Visit days and symptom data/sample collection for study participants (n = 296) in Managua, Nicaragua, during October to November 2015

Participant category Description of data/sample collectionc
1–2 days before the day 1 visit Day 1 visit (day of enrollment) Day 3 visit Day 14 visit Day 35 visit
Index cases (n = 60) Visited HCSFV and received a diagnosis of symptomatic chikungunya Reported signs/symptoms in previous 72 h, gave a blood sample Reported signs/symptoms in previous 72 h Reported signs/symptoms since the day 3 visit, gave a blood sample
Household contacts (n = 236) Reported signs/symptoms in previous 72 h, gave a blood sample Reported signs/symptoms in previous 72 h Reported signs/symptoms since the day 3 visit, gave a blood samplea Reported signs/symptoms since the day 3 visit, gave a blood sampleb
a

Among rRT-PCR-positive contacts on the day 1 sample.

b

Among rRT-PCR-negative contacts on the day 1 sample.

c

Abbreviations: HCSFV, Health Center Sócrates Flores Vivas; rRT-PCR, real-time reverse transcription-PCR.

Participant classification.

(i) CHIKV infections. To ascertain infection history and for comparative analyses, household contacts were classified on the basis of laboratory test results (Fig. 2). Contacts who were negative by all rRT-PCR tests, IgM ELISAs, and IE tests on all samples were designated as the all-negative reference group. Any contact whose day 1 sample was negative for CHIKV by rRT-PCR but positive by IE was classified as a having had a previous CHIKV infection, including infections that were also positive by an IgM-ELISA. We classified contacts whose day 1 sample was CHIKV positive by an IgM-ELISA but negative by rRT-PCR and IE as having had very recent infections. We classified those contacts whose day 1 sample tested positive by rRT-PCR as having active infections. Based on viremia dynamics, very recently infected individuals were likely infected within a week of those with active infections. We defined those with incident infections as household contacts who were negative by rRT-PCR, IgM-ELISA, and IE at baseline and tested positive by IgM-ELISA on either their day 14 or day 35 sample.
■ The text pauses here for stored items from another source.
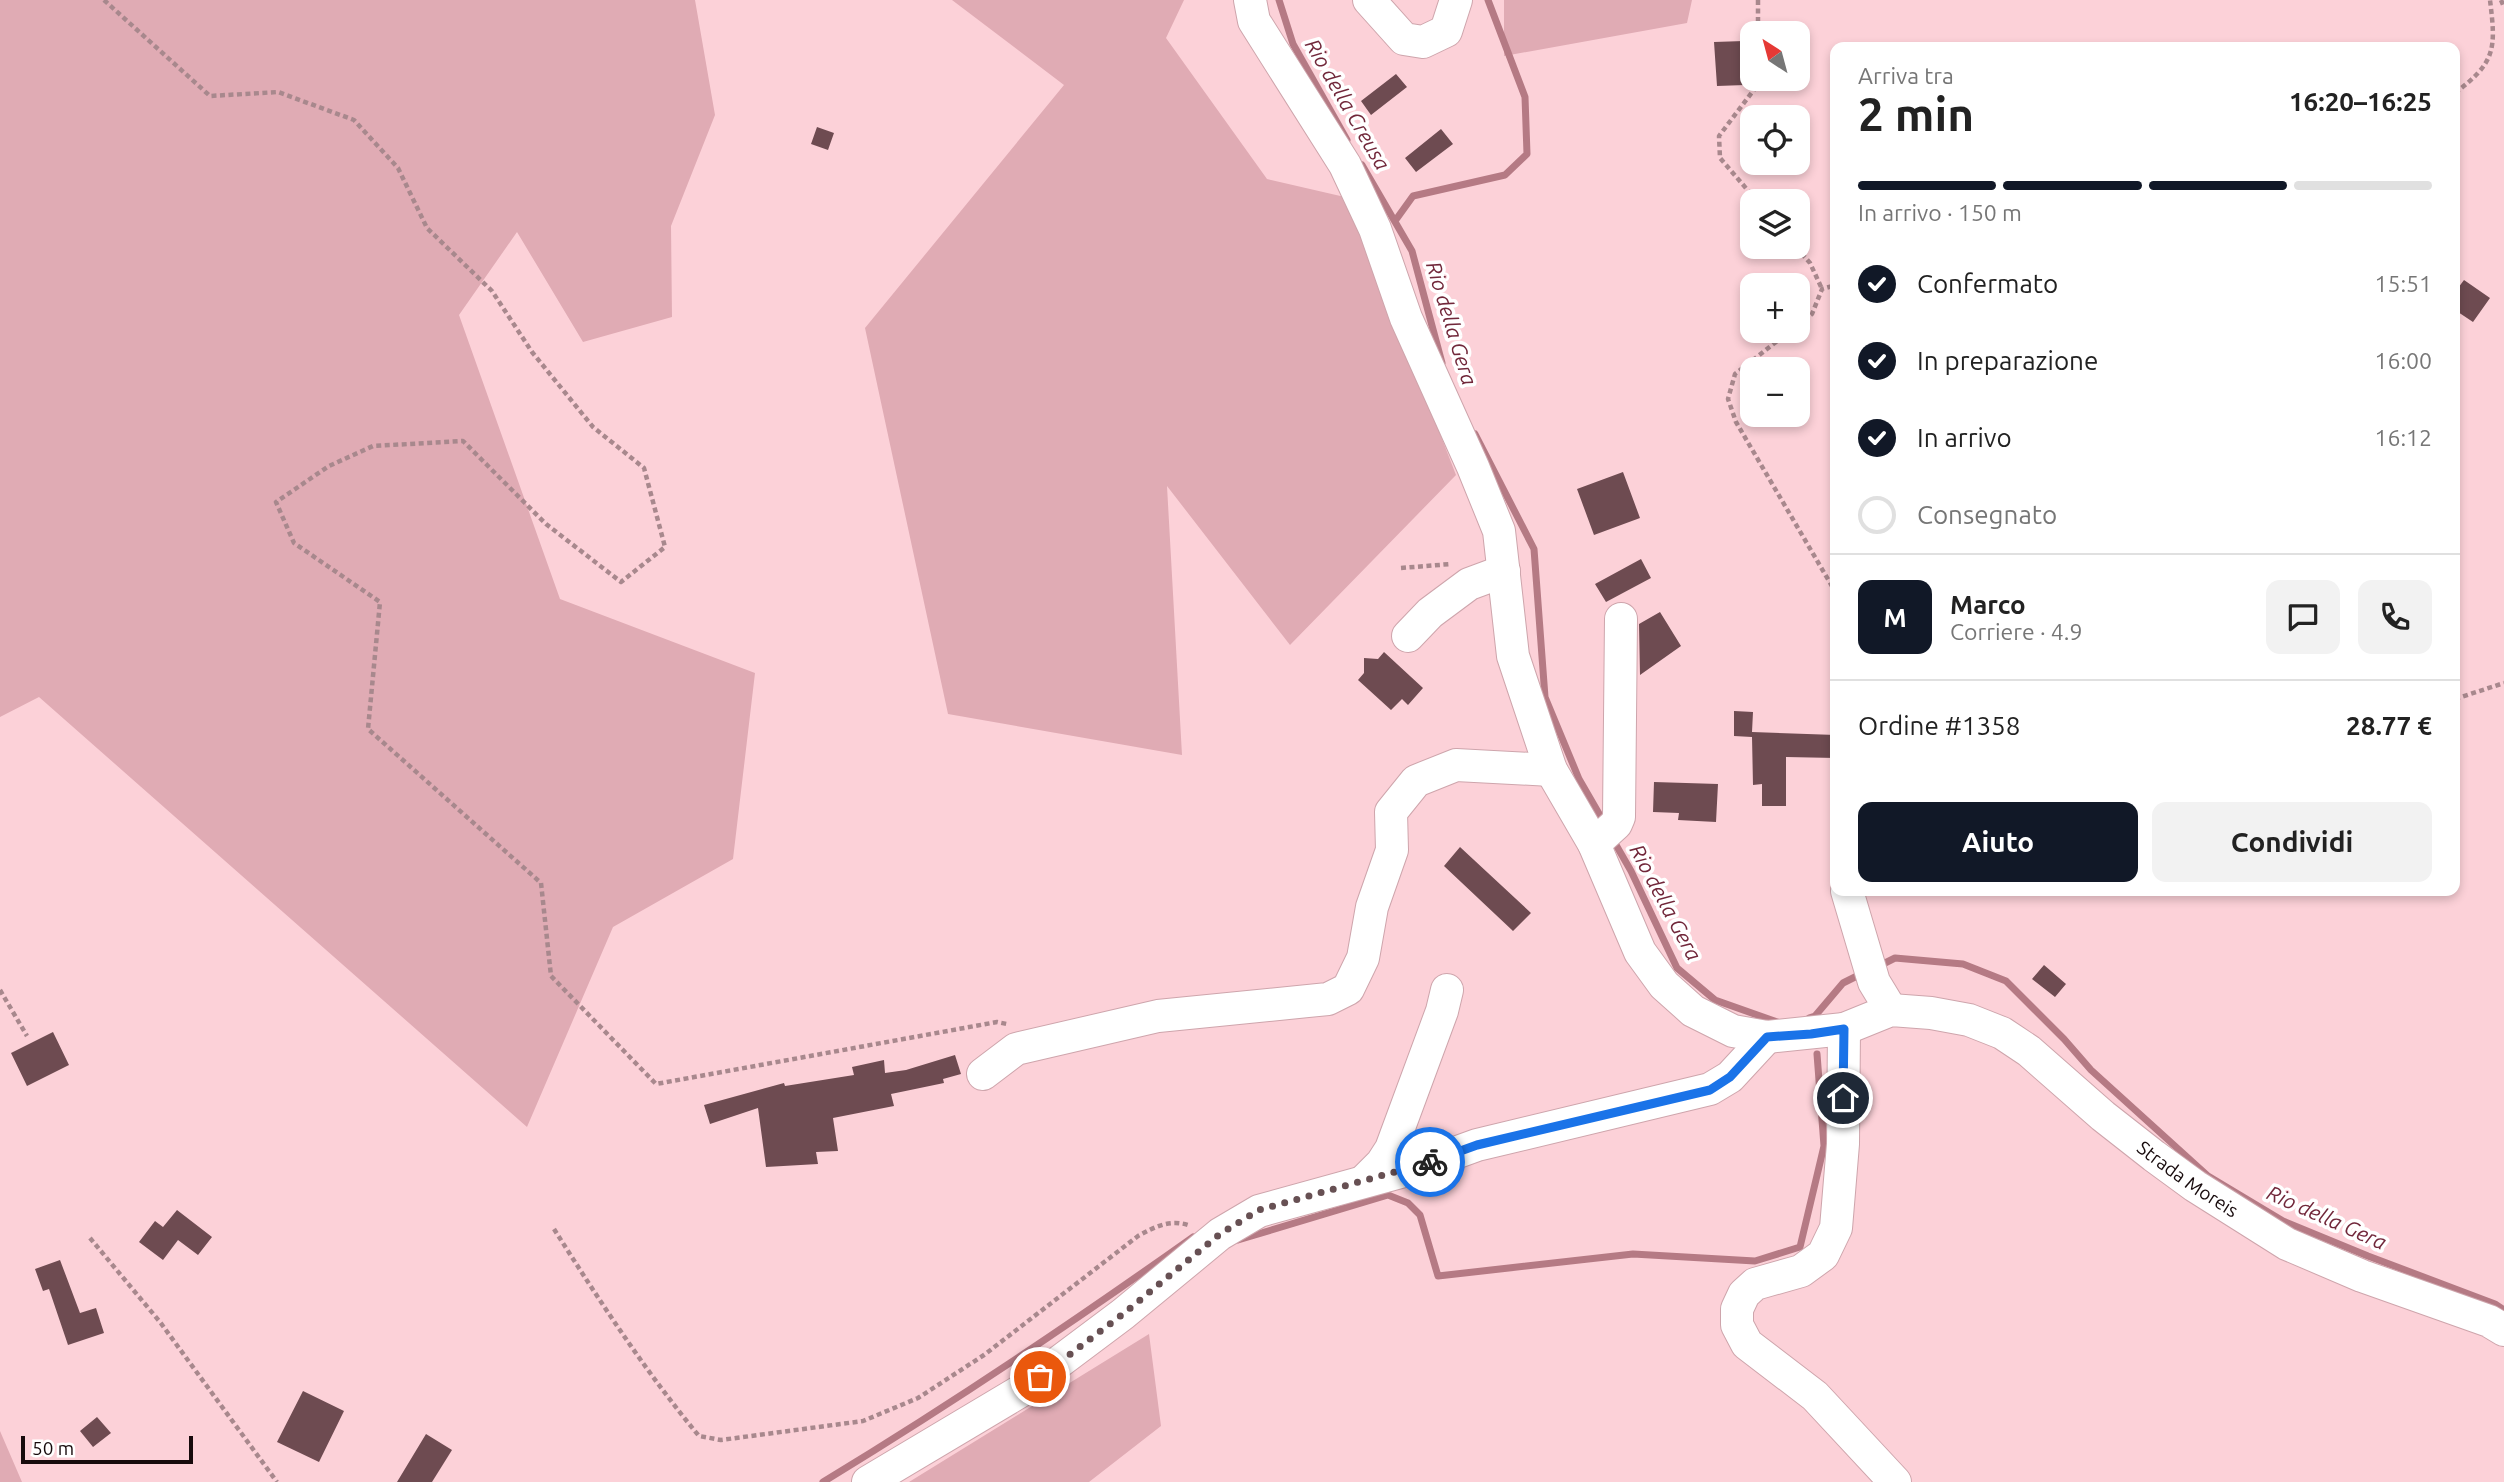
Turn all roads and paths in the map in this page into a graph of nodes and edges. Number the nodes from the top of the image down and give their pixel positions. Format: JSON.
{"nodes":[{"id":1,"x":104,"y":0,"type":"edge"},
{"id":2,"x":1250,"y":0,"type":"edge"},
{"id":3,"x":1369,"y":0,"type":"edge"},
{"id":4,"x":1456,"y":0,"type":"edge"},
{"id":5,"x":1758,"y":0,"type":"edge"},
{"id":6,"x":2490,"y":0,"type":"edge"},
{"id":7,"x":2501,"y":0,"type":"edge"},
{"id":8,"x":2504,"y":7,"type":"edge"},
{"id":9,"x":1758,"y":21,"type":"edge"},
{"id":10,"x":2460,"y":89,"type":"edge"},
{"id":11,"x":1753,"y":91,"type":"edge"},
{"id":12,"x":1747,"y":189,"type":"edge"},
{"id":13,"x":1806,"y":259,"type":"edge"},
{"id":14,"x":1830,"y":287,"type":"edge"},
{"id":15,"x":1822,"y":289,"type":"junction"},
{"id":16,"x":1810,"y":315,"type":"edge"},
{"id":17,"x":1775,"y":343,"type":"edge"},
{"id":18,"x":1504,"y":570,"type":"junction"},
{"id":19,"x":1830,"y":583,"type":"edge"},
{"id":20,"x":1621,"y":619,"type":"dead end"},
{"id":21,"x":1408,"y":636,"type":"dead end"},
{"id":22,"x":2504,"y":683,"type":"edge"},
{"id":23,"x":2460,"y":697,"type":"edge"},
{"id":24,"x":1551,"y":770,"type":"junction"},
{"id":25,"x":1605,"y":834,"type":"junction"},
{"id":26,"x":1848,"y":896,"type":"edge"},
{"id":27,"x":0,"y":990,"type":"edge"},
{"id":28,"x":1447,"y":990,"type":"dead end"},
{"id":29,"x":1891,"y":1010,"type":"junction"},
{"id":30,"x":1010,"y":1024,"type":"dead end"},
{"id":31,"x":1844,"y":1029,"type":"junction"},
{"id":32,"x":27,"y":1036,"type":"dead end"},
{"id":33,"x":1767,"y":1037,"type":"junction"},
{"id":34,"x":983,"y":1073,"type":"dead end"},
{"id":35,"x":1365,"y":1180,"type":"junction"},
{"id":36,"x":554,"y":1229,"type":"dead end"},
{"id":37,"x":1220,"y":1234,"type":"junction"},
{"id":38,"x":90,"y":1238,"type":"dead end"},
{"id":39,"x":2504,"y":1331,"type":"edge"},
{"id":40,"x":277,"y":1482,"type":"edge"},
{"id":41,"x":868,"y":1482,"type":"edge"},
{"id":42,"x":1895,"y":1482,"type":"edge"}],
"edges":[{"from":1,"to":30,"type":"path"},
{"from":2,"to":18,"type":"street"},
{"from":3,"to":4,"type":"street"},
{"from":5,"to":9,"type":"path"},
{"from":6,"to":10,"type":"path"},
{"from":7,"to":8,"type":"path"},
{"from":11,"to":12,"type":"path"},
{"from":13,"to":15,"type":"path"},
{"from":14,"to":15,"type":"path"},
{"from":15,"to":16,"type":"path"},
{"from":17,"to":19,"type":"path"},
{"from":18,"to":21,"type":"street"},
{"from":18,"to":24,"type":"street"},
{"from":20,"to":25,"type":"street"},
{"from":22,"to":23,"type":"path"},
{"from":24,"to":25,"type":"street"},
{"from":24,"to":34,"type":"street"},
{"from":25,"to":33,"type":"street"},
{"from":26,"to":29,"type":"street"},
{"from":27,"to":32,"type":"path"},
{"from":28,"to":35,"type":"street"},
{"from":29,"to":31,"type":"street"},
{"from":29,"to":39,"type":"street","name":"Strada Moreis"},
{"from":31,"to":33,"type":"street"},
{"from":31,"to":42,"type":"street"},
{"from":33,"to":35,"type":"street"},
{"from":35,"to":37,"type":"street"},
{"from":36,"to":37,"type":"path"},
{"from":37,"to":41,"type":"street"},
{"from":38,"to":40,"type":"path"}]}
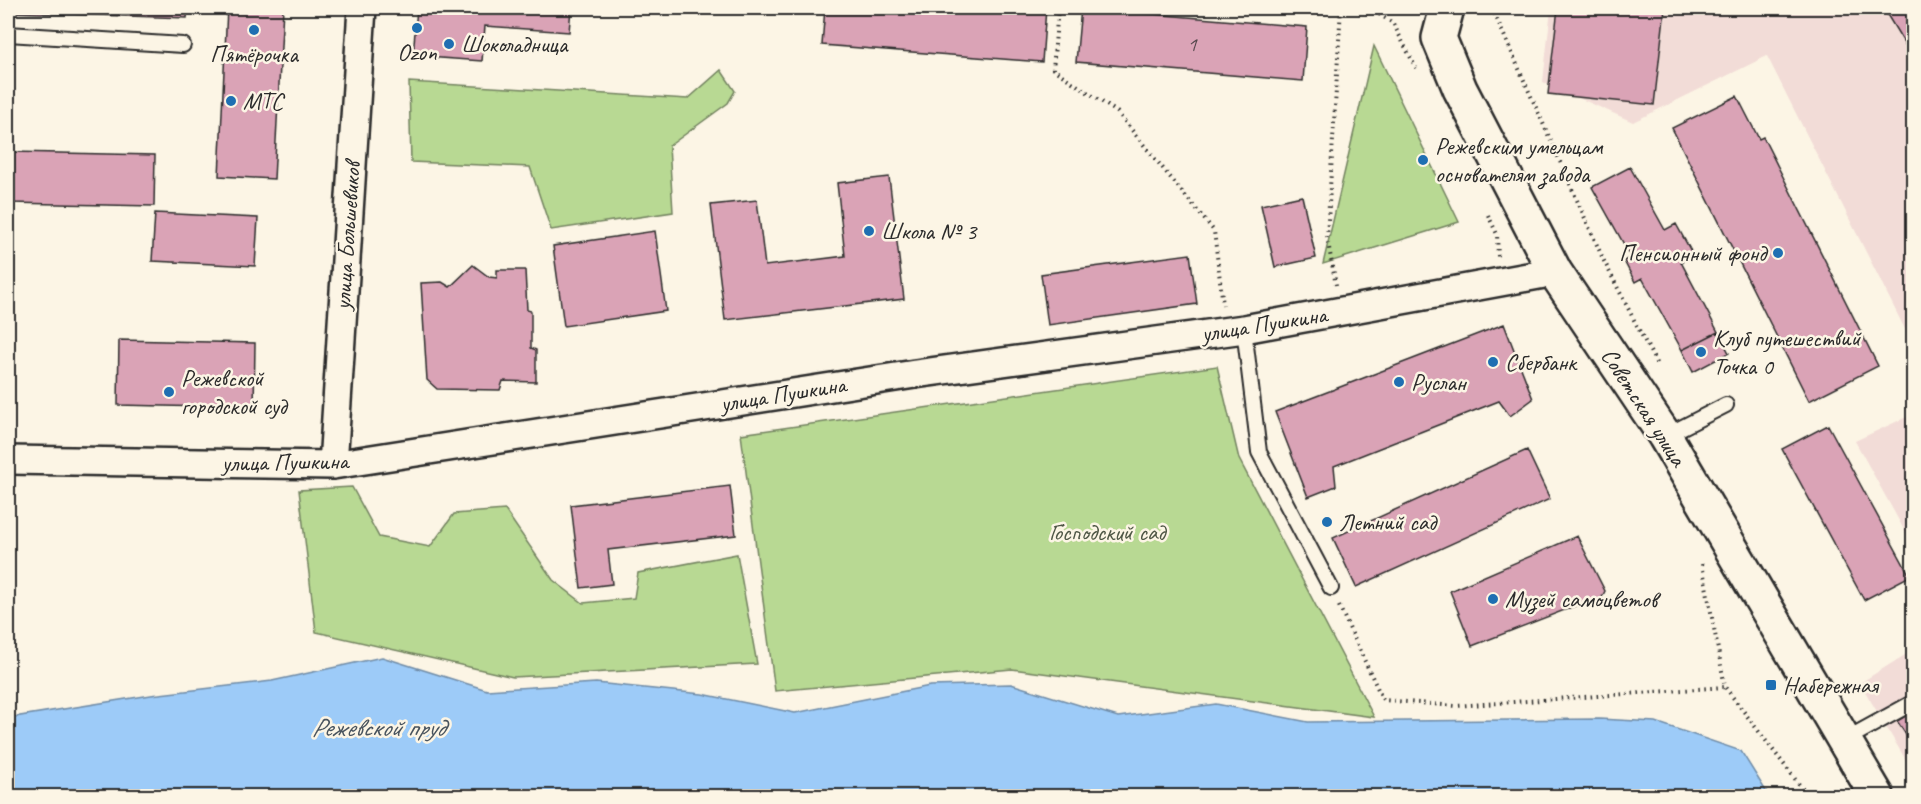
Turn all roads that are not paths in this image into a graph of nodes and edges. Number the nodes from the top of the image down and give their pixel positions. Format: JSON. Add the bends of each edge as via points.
{"nodes":[{"id":1,"x":362,"y":8,"type":"edge"},
{"id":2,"x":1448,"y":8,"type":"edge"},
{"id":3,"x":8,"y":34,"type":"edge"},
{"id":4,"x":183,"y":45,"type":"dead end"},
{"id":5,"x":1555,"y":272,"type":"junction"},
{"id":6,"x":1234,"y":322,"type":"junction"},
{"id":7,"x":1726,"y":405,"type":"dead end"},
{"id":8,"x":1665,"y":436,"type":"junction"},
{"id":9,"x":8,"y":460,"type":"edge"},
{"id":10,"x":333,"y":465,"type":"junction"},
{"id":11,"x":1331,"y":588,"type":"road end"},
{"id":12,"x":1914,"y":702,"type":"edge"},
{"id":13,"x":1843,"y":741,"type":"junction"},
{"id":14,"x":1877,"y":796,"type":"edge"}],
"edges":[{"from":1,"to":10,"type":"street","name":"улица Большевиков"},
{"from":2,"to":5,"type":"main road","name":"Советская улица","via":[[1439,38],[1460,89]]},
{"from":3,"to":4,"type":"lane"},
{"from":5,"to":6,"type":"street","name":"улица Пушкина"},
{"from":5,"to":8,"type":"main road","name":"Советская улица"},
{"from":6,"to":10,"type":"street","name":"улица Пушкина"},
{"from":6,"to":11,"type":"lane","via":[[1259,452]]},
{"from":7,"to":8,"type":"lane"},
{"from":8,"to":13,"type":"main road","name":"Советская улица"},
{"from":9,"to":10,"type":"street","name":"улица Пушкина"},
{"from":12,"to":13,"type":"lane"},
{"from":13,"to":14,"type":"main road","name":"Советская улица"}]}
We defined those with equivocal infections as contacts who met the definition of either an active infection or incident infection but were missing the day 1 rRT-PCR sample.

Collectively, active, incident, and equivocal infections are referred to as active and incident infections. Analyses examining different outcomes considered different subsets of at-risk participants. When we considered incident infection as the outcome of interest, the at-risk group was restricted to household contacts without any serological or molecular evidence of a past or ongoing CHIKV infection at enrollment (i.e., the all-negative contacts and those with incident infections). When we considered the broader outcome of CHIKV infection after or slightly before study initiation, the at-risk group was restricted to household contacts not classified as having had a previous CHIKV infection at enrollment (i.e., the all-negative contacts and those with recent, active, incident, and equivocal infections).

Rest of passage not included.